[Stored items]
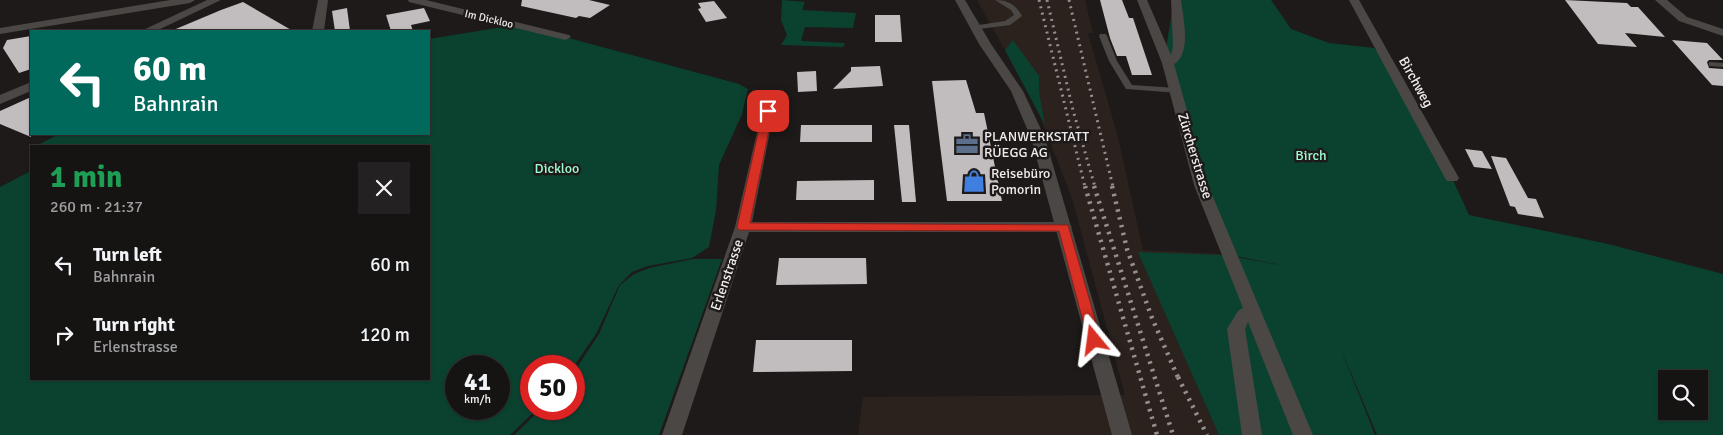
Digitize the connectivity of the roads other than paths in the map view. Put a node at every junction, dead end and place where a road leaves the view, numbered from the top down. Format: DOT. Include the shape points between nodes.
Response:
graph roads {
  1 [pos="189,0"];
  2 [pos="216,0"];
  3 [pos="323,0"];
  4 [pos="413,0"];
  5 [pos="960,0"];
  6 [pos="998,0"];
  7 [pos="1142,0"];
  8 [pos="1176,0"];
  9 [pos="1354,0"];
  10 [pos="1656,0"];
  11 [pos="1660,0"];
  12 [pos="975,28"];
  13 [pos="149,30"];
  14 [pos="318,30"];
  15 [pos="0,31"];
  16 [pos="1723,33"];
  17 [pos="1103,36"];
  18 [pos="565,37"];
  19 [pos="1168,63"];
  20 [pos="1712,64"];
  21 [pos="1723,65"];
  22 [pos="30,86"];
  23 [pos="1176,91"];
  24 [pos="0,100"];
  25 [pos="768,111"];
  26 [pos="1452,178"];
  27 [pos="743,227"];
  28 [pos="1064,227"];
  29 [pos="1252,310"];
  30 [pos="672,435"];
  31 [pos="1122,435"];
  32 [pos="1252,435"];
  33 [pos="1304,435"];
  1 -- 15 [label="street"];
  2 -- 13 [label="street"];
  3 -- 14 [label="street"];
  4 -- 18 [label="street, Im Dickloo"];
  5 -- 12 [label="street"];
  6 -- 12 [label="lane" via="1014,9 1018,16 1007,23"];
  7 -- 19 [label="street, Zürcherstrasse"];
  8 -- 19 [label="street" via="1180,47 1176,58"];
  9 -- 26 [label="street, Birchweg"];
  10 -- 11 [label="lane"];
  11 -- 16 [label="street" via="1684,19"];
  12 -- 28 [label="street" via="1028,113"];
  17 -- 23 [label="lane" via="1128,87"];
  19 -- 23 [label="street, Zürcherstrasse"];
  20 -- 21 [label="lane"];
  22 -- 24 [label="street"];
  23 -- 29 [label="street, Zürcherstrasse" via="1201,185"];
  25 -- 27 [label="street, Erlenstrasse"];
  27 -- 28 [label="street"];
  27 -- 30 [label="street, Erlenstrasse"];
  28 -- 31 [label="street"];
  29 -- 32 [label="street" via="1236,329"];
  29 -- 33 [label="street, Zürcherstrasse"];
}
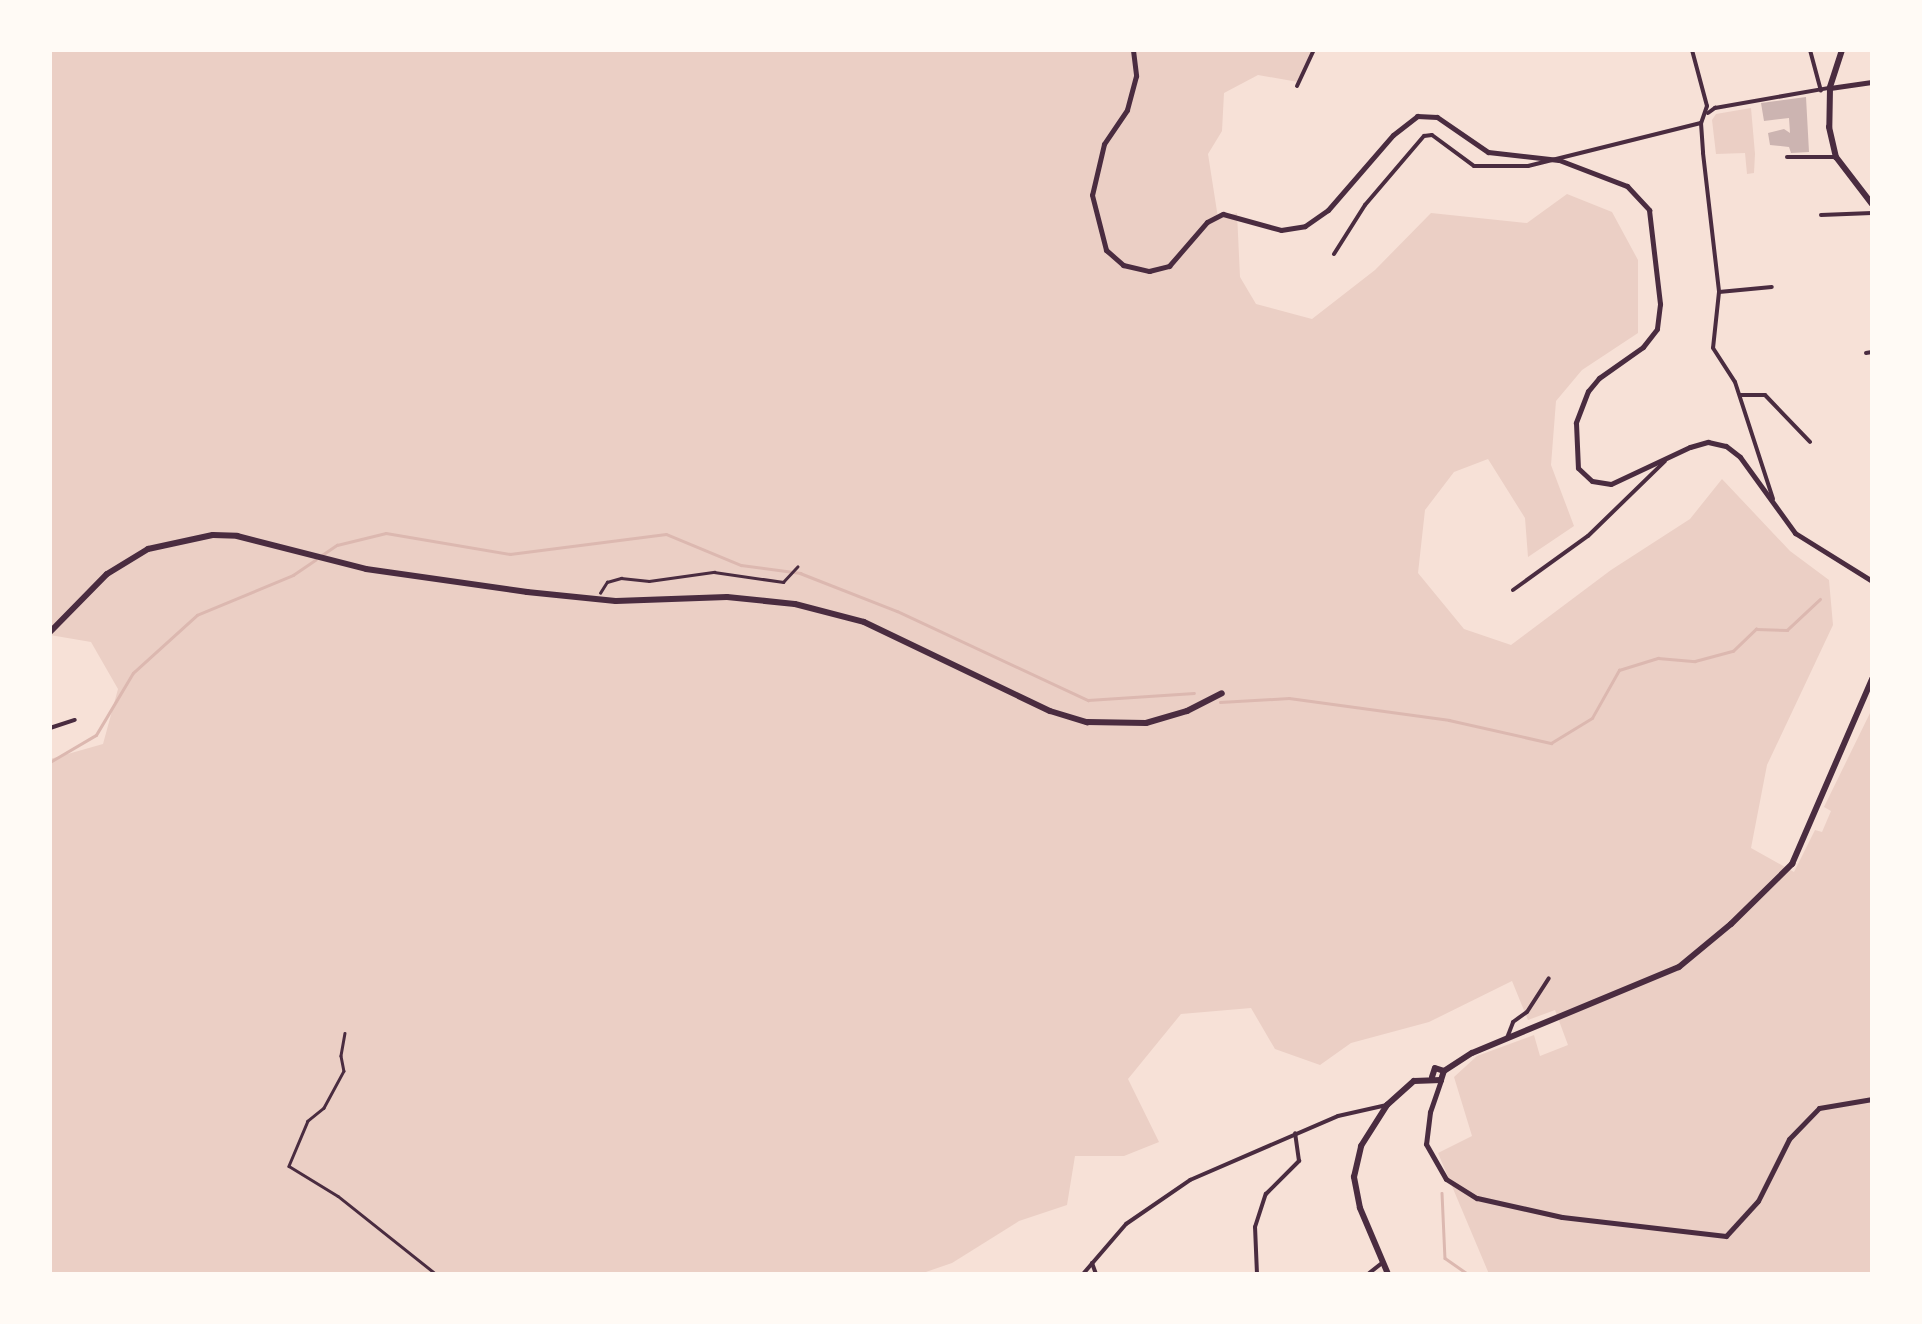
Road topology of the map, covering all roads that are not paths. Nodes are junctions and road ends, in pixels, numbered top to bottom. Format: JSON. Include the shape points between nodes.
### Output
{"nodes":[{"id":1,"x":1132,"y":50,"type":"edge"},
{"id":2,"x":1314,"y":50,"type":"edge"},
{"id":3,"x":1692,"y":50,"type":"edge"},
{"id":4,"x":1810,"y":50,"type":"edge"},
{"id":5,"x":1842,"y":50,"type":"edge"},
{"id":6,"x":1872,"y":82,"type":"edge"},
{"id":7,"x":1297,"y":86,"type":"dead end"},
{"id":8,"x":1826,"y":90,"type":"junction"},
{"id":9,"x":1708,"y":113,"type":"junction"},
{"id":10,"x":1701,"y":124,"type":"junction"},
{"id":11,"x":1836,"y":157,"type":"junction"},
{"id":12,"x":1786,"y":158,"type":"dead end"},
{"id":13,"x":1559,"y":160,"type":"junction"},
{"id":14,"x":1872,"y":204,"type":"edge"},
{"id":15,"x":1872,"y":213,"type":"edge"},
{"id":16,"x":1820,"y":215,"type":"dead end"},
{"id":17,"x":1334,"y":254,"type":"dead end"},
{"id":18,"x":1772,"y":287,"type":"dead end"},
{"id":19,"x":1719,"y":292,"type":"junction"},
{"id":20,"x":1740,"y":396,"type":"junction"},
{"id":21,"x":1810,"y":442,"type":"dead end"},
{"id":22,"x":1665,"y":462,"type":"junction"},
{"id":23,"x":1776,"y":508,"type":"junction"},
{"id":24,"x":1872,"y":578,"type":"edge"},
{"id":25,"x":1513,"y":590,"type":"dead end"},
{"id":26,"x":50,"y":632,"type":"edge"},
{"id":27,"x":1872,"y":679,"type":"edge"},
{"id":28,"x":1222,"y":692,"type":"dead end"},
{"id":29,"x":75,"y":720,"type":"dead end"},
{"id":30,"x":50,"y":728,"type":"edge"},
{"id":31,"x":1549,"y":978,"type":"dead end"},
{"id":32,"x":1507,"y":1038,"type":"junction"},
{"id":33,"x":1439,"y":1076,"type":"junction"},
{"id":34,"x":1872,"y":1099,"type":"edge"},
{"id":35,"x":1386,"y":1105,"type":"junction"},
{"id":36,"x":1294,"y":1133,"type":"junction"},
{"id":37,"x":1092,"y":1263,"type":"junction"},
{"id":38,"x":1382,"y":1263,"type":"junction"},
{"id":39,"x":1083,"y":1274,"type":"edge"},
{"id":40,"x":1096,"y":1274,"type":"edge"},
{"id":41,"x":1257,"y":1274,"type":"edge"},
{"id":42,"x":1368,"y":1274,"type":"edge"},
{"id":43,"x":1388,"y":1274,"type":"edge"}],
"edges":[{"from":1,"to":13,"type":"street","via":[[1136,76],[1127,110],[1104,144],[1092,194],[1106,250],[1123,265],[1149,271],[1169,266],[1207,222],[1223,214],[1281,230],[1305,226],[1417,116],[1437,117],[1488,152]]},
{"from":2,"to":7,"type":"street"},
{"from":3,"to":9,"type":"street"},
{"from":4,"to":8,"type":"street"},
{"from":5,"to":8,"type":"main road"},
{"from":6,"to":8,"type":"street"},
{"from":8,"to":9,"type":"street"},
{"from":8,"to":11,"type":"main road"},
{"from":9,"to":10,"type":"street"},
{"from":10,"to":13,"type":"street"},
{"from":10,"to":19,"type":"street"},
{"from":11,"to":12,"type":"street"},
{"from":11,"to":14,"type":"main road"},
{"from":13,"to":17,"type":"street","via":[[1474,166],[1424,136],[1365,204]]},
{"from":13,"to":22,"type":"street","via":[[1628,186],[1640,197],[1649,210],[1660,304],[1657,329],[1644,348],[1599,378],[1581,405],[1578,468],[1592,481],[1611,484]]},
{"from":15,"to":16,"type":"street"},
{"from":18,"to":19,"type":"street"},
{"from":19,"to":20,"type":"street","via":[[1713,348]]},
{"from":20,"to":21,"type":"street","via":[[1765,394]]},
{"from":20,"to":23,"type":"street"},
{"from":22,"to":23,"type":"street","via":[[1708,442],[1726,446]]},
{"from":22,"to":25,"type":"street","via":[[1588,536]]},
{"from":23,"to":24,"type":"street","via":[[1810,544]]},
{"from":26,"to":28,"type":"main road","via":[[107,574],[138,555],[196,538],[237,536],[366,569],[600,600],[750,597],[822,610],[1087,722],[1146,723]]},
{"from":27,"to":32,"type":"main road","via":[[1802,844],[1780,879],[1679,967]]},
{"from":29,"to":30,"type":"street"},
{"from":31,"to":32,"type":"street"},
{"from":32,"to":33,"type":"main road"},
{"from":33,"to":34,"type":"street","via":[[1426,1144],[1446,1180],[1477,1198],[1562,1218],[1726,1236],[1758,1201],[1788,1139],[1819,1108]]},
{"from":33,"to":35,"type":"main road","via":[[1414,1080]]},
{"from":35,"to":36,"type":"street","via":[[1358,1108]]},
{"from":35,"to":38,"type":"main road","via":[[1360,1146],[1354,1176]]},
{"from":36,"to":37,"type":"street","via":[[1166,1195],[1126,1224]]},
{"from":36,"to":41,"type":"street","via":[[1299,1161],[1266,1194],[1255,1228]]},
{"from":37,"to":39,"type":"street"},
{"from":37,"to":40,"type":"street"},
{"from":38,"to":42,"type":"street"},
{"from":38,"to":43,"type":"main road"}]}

TASK REQUIREMENTS: Every line of the data above that contains the word "dead" should be counted; please give the total alone.

OUTPUT FOR THIS EXERCISE: 11